Еще одно различие между этими типами обмена опытом заключается в социальном разделении, которое предполагает каждый из них. Передача знаний подразумевает наличие привилегий, практическое обучение — нет. По крайней мере, не в прямом смысле. Эмма Гольдман однажды заметила, что «все, кто работает ради того, чтобы добыть средства к существованию, хоть руками, хоть головой, все, кому приходится продавать свое мастерство, знания, опыт и способности, являются пролетариями»142. Вместе с тем она признавала, что работники умственного труда обладают большей свободой в принятии решений, увековечивать ли буржуазные традиции или порвать с ними, и что в этом отношении у них есть преимущество. Специалисты-практики также часто обладают интеллектуальным преимуществом, однако оно, как правило, обусловлено опытом, а не возможностями, которые дают элитные учебные заведения.
В какой мере привилегия, связанная с обменом опытом, дисквалифицирует его как инструмент анархического образования — вопрос неоднозначный. Разногласия по этому пункту сводятся к решению философского спора о том, в какой степени знания, полученные в условиях доминирования, можно или следует применять или игнорировать. Мнение о том, что их можно расширить, часто высказывали европейские анархисты XIX века. Бакунинская концепция комплексного образования и учебная программа «современной школы» Феррера допускали возможность спасения знаний от буржуазной культуры и применения их с пользой. Главной задачей было обеспечить равный доступ к «передовому» обучению. Шифу, как организатор, ставил в качестве одной из целей взятие «народом» в свои руки контроля над научными знаниями и их применением143. Толстой, также признавая ценность высокого искусства, долгое время занимался разработкой методов обучения, основанных на природной любознательности детей, которые позволили бы научить их понимать и ценить музыку и поэзию эпохи барокко и классицизма, которыми он сам был страстно увлечен. Особые стандарты обучения и ориентация детей на восприятие этих видов искусства не умаляли важности местного «народного» творчества. В такой оценке культуры не было компромиссов. Скорее, существовали различные сферы, в которых циркулировало знание, а анархические культуры возникали в результате их взаимопроникновения.
Видные анархисты конца XX века взяли на вооружение иную точку зрения. Джон Зерзан, сторонник отказа от цивилизации, ведущий и наиболее яркий теоретик анархо-примитивизма, утверждает, что буржуазная культура скомпрометирована своими символическими системами обучения. Знания строятся на линейных, чисто инструментальных рассуждениях, а это разобщает людей и открывает дорогу манипулированию. Некоторые представители анархо-феминизма 1970-х годах выдвигали аналогичную критику в рамках объяснения патриархата и экспериментировали с мозаичными структурами для создания новых способов мышления. Критика Зерзана повторяет тему Гудмана о пустом обществе, увязывая бессодержательность современности с подходом к познанию мира как объекта изучения. Тем не менее выводы он делает иные. По мнению Зерзана, то, что подается как знание, в действительности отделяет человека от природы и ведет к доминированию. Представление о том, что люди — или, по крайней мере, некоторые из них — могут «знать» мир, приводит не только к выстраиванию человеческих иерархий знания, но и к единообразному доминированию бесчеловечной жизни.

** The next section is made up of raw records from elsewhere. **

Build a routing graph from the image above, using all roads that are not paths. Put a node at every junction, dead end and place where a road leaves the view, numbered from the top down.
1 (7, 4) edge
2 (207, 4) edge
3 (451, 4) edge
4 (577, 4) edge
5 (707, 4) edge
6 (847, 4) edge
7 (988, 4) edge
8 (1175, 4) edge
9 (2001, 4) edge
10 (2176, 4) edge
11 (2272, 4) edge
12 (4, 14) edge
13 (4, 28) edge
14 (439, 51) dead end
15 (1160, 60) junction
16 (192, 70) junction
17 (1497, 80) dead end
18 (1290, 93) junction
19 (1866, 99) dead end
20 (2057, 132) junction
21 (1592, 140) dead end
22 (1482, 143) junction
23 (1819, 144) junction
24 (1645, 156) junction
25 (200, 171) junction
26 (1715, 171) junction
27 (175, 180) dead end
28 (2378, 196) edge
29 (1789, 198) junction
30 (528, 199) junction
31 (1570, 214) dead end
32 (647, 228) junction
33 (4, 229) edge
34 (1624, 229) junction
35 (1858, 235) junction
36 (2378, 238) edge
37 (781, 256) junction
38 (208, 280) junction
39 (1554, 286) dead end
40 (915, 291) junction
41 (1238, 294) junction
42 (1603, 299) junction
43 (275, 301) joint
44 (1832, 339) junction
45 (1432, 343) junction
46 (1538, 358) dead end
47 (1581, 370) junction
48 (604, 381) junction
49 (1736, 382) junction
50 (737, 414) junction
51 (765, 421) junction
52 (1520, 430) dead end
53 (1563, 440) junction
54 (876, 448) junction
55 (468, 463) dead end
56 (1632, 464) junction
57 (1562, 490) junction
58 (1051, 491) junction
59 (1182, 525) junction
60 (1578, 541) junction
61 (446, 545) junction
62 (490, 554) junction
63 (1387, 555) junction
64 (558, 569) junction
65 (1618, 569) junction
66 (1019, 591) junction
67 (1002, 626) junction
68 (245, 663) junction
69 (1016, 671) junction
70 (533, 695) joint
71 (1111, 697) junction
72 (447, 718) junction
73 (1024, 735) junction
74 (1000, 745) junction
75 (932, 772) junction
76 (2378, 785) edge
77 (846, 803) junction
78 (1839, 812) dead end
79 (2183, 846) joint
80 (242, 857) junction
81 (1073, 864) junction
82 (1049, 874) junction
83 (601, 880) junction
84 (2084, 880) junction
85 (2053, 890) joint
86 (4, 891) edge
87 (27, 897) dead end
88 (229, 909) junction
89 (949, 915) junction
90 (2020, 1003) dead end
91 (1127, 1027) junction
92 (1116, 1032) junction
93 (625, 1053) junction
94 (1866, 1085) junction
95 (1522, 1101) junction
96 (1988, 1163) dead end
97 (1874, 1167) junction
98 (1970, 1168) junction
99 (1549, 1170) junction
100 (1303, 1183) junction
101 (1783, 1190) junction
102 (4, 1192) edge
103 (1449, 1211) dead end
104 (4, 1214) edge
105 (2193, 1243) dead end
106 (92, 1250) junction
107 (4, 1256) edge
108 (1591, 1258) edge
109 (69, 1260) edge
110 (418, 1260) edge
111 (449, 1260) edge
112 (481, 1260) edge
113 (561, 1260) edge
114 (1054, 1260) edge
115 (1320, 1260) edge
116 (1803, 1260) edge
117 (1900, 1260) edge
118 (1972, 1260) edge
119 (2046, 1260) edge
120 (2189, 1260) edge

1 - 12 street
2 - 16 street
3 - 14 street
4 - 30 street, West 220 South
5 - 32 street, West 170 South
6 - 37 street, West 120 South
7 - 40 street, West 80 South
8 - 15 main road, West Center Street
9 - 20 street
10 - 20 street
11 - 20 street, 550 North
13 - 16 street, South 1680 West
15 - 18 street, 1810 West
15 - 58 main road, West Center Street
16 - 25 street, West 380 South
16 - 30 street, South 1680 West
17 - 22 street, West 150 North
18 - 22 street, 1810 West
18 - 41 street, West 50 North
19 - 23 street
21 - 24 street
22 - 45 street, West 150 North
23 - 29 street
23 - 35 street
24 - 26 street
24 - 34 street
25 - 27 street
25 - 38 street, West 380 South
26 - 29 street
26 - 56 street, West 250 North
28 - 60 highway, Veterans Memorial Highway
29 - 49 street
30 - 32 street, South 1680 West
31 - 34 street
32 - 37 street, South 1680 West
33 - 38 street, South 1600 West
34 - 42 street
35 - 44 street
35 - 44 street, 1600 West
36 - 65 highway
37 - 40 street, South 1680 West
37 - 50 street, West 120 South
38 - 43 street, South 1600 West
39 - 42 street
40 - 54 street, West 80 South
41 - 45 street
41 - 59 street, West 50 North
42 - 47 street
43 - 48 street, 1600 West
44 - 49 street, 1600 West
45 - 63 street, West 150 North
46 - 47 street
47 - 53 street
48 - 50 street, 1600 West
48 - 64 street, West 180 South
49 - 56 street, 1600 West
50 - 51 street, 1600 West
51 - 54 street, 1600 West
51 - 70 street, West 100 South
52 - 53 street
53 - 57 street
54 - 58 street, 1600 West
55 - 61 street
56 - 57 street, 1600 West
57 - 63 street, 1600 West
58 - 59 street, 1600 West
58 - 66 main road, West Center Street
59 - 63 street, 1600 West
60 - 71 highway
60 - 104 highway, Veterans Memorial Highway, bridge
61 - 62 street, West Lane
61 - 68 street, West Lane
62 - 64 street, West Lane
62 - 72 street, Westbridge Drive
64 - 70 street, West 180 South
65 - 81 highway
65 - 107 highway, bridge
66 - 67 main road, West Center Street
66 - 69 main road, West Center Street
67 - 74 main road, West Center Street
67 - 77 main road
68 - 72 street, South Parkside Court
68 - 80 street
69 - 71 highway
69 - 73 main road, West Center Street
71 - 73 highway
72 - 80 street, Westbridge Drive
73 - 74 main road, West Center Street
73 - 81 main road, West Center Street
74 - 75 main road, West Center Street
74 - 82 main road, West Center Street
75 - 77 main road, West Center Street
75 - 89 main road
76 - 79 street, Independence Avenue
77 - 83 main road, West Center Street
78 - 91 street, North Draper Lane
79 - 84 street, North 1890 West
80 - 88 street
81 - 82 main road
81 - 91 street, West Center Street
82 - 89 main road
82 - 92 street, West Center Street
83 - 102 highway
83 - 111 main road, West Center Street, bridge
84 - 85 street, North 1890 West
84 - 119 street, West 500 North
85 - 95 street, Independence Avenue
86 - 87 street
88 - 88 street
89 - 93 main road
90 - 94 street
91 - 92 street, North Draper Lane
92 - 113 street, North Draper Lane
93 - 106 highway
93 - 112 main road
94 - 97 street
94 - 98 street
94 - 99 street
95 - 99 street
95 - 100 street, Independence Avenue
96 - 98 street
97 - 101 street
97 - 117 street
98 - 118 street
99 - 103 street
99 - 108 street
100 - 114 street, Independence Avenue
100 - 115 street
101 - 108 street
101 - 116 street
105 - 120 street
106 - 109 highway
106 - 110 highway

У этой идеи есть два аспекта. Во-первых, Зерзан проводит анализ колонизации, который показывает, что распространение западных доктрин подавило новаторские, чувственные и несимволические практики, перемещающие познание в область экологии. В отличие от Реклю, утверждавшего, что европеизация угрожает стереть с лица земли философские и религиозные традиции, которые ее питали, Зерзан полагает, что колонизация по своей сути есть одомашнивание и насаждение искусственной, принудительной культуры, разрушительной для человека и природы. По его мнению, риск колонизации заключается не в том, что «дочь» — Европа — вернется, чтобы избавиться от «матери» — Малой Азии. Скорее, сама культура в принципе является «ложным понятием». Она влечет за собой поощрение агрессивного укрощения человеком двух миров: человеческого и нечеловеческого. Соответственно, Зерзан связывает понятие привилегии с отрицанием и разрушением тех методов познания, которые когда-то практиковались во всем мире, а теперь сохраняются лишь коренными народами. Удивительно, что, вопреки репрессиям и геноциду, этим народам удалось избежать последствий такого «одомашнивания» или свести их к минимуму.